The Director-General of the World Trade Organisation (WTO), Ngozi Okonjo-Iweala on Tuesday called on the government of Ghana to urgently take steps to ratify the WTO’s new agreement on fisheries subsidy.
In a meeting with President Nana Addo Dankwa Akufo-Addo at the Jubilee House, Ngozi Okonjo-Iweala, said the WTO had “succeeded after 21 years of deadlock to reach an agreement on the fisheries subsidy agreement.
The agreement which was adopted at the 12th Ministerial Conference (MC12) on 17 June 2022, marked a major step towards ocean sustainability by prohibiting harmful fisheries subsidies, which are key to the widespread depletion of the world’s fish stocks.
The agreement represents a historic and a landmark achievement by the membership of the WTO as the first Sustainable Development Goal (SDG) target to be fully met.
For the agreement to become operational, two-thirds of the 164 members of the World Trade Organisation have to deposit their “instruments of acceptance” with the WTO.
Ngozi Okonjo-Iweala stressed that members were able to agree on doing away with 22 billion dollars in harmful subsidies that led to illegal, unreported and unregulated fishing, and added that they were actually negotiation a second phase of the agreement to deal with over fishing and over capacity.
Ngozi Okonjo-Iweala said the achievement of first phase was imperative Ngozi Okonjo-Iweala as over 12 million people in Africa depended on fisheries and others.
“We found out that Africa is losing 2.3 billion dollars from IUU fishing (illegal, unreported and unregulated fishing) and 3 billion dollars from over fishing and over capacity and those are, I will say, minimal estimates,” Okonjo-Iweala said.
The WTO Boss said Africa was losing a lot of money to other countries who were fishing in their waters, and stressed that the agreement would enable Africa first get those countries to phase out all subsidies on fishing.
Finishing, according to her would not make economic sense for Africans without the subsidies that those foreign countries give to their fishing industry, adding: “Phasing them out will then make economically viable.
According to the WTO boss, the second thing that the fisheries subsidy agreement will introduce when enforced, would require fisher folks to “be transparent about their fishery numbers and anyone who catches and can report these illegal and unreported fishing, can bring them to the WTO tribunal” to seek justice.”
“We need to stop illegal fishing and overfishing in our waters, Okonjo-Iweala stated adding: “We have managed to get this agreement, but for it to take hold, it has to be ratified by two-thirds of WTO’s members. “
“We have 44 African countries.

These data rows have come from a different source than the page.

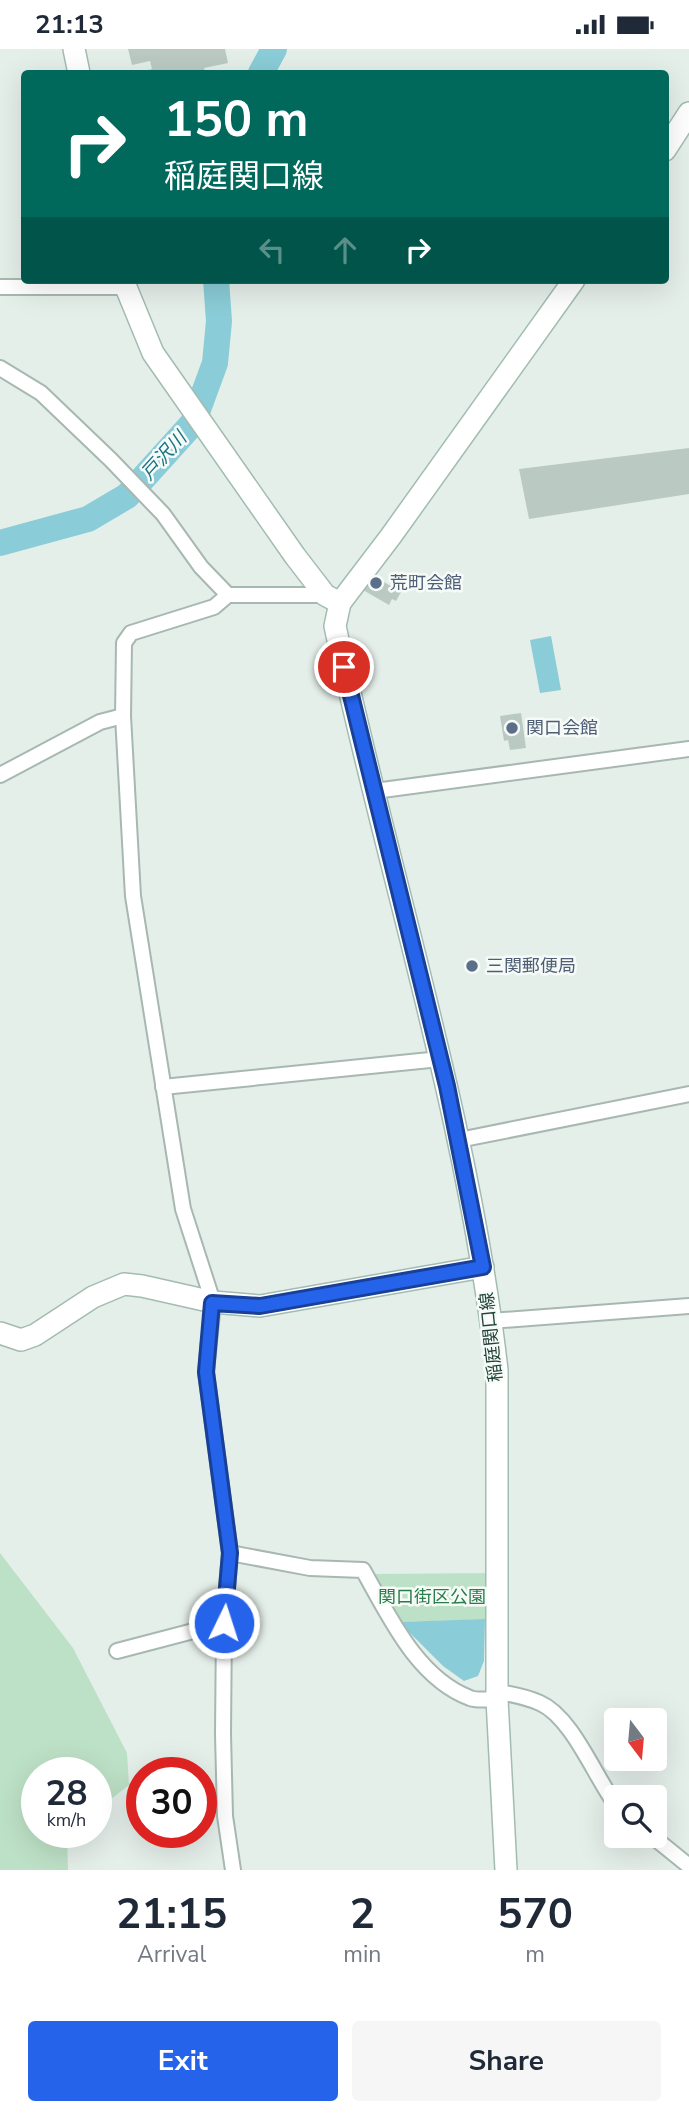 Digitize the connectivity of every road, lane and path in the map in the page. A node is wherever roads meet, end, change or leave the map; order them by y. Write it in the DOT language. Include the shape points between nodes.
graph roads {
  1 [pos="74,49"];
  2 [pos="78,70"];
  3 [pos="689,113"];
  4 [pos="669,144"];
  5 [pos="124,284"];
  6 [pos="571,284"];
  7 [pos="0,287"];
  8 [pos="0,368"];
  9 [pos="228,595"];
  10 [pos="332,599"];
  11 [pos="122,716"];
  12 [pos="689,749"];
  13 [pos="0,775"];
  14 [pos="375,791"];
  15 [pos="440,1059"];
  16 [pos="163,1087"];
  17 [pos="689,1094"];
  18 [pos="459,1140"];
  19 [pos="483,1267"];
  20 [pos="212,1303"];
  21 [pos="689,1306"];
  22 [pos="491,1321"];
  23 [pos="0,1333"];
  24 [pos="230,1553"];
  25 [pos="224,1623"];
  26 [pos="117,1651"];
  27 [pos="497,1695"];
  28 [pos="604,1785"];
  29 [pos="667,1848"];
  30 [pos="689,1865"];
  31 [pos="233,1870"];
  32 [pos="506,1870"];
  1 -- 2 [label="street"];
  3 -- 4 [label="street"];
  5 -- 7 [label="street"];
  5 -- 10 [label="street" via="153,353 295,556"];
  6 -- 10 [label="street" via="400,524"];
  8 -- 9 [label="street" via="41,393 111,460 163,514"];
  9 -- 10 [label="street"];
  9 -- 11 [label="street" via="214,607 131,633 124,643"];
  10 -- 14 [label="street" via="348,688"];
  11 -- 13 [label="street" via="100,722"];
  11 -- 16 [label="street" via="133,896"];
  12 -- 14 [label="street"];
  14 -- 15 [label="street"];
  15 -- 16 [label="street"];
  15 -- 18 [label="street"];
  16 -- 20 [label="street" via="183,1209"];
  17 -- 18 [label="street"];
  18 -- 19 [label="street"];
  19 -- 20 [label="street, 稲庭関口線" via="260,1306"];
  19 -- 22 [label="street, 稲庭関口線"];
  20 -- 23 [label="street, 稲庭関口線" via="124,1284 93,1297 35,1335 21,1339"];
  20 -- 24 [label="street" via="206,1372"];
  21 -- 22 [label="street"];
  22 -- 27 [label="street, 稲庭関口線" via="497,1370"];
  24 -- 25 [label="street"];
  24 -- 27 [label="street" via="310,1568 363,1570 421,1663 471,1699"];
  25 -- 26 [label="street"];
  25 -- 31 [label="street" via="225,1816"];
  27 -- 28 [label="street" via="543,1704 574,1736"];
  27 -- 32 [label="street, 稲庭関口線"];
  29 -- 30 [label="street"];
}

If we don’t get them to ratify, we will never get the two thirds. So, I wanted to get your Excellency’s [President Akufo-Addo’s] support. If we can get Ghana to ratify and the ECOWAS countries to do the same, it will be very helpful” the WTO director general stated.
In all, 109 members to need to ratify and the first to ratify was Switzerland, a landlocked country, then Singapore ratified and the first African country to ratify was Seychelles. And just last week, the US ratified which has “sent shock waves.
The [European Union] EU parliament has voted to ratify but it has to go to the European Council where the presidents are expected to consider hopefully on the 1 June 2023. “so we will get all the 27 EU members on the 1 June [to ratify]”.
“I don’t want Africa to be behind because we are the biggest beneficiaries, Ngozi Okonjo-Iweala stated. The largest subsidisers are China (6.8 billion), followed by the EU (3.8 billion), the US (3.4 billion), and among others.”
Speaking to the benefits and prospects of digitalisation, the WTO boss said she had taken notice of the systematic efforts and strides Ghana is making and commended government for its efforts in that area.
She said digital trade is certainly would surely be the next biggest thing in the trading of goods and services globally, and Ghana’s efforts in that regard must continue and grow.
“We see that digital trade is the wave of the future. Total global trade is about 31 trillion dollars, of that, goods trade [merchandise trade] is 25 trillion, service 7 trillion.
“Within the service industry, digital service trade is growing the fastest rate amounting to 4 trillion and growing at 8% per annum compared to other types of trade,” Okonjo-Iweala said.
President Akufo-Addo, in his response, welcomed the call made by the WTO Director-General for Ghana to ratify the fisheries subsidy agreement.
He directed the Minister for Trade and Industry, K.T. Hammond to liaise with the Ministry of Fisheries and the Ministry of Agriculture to see how best Ghana can give consideration to the agreement for purposes of getting it ratified.
President Akufo-Addo also affirmed the WTO boss perspectives on Ghana’s digitisation drive and the huge investment government is making at digitalising operations at all levels of social life and in the areas of trade and service delivery.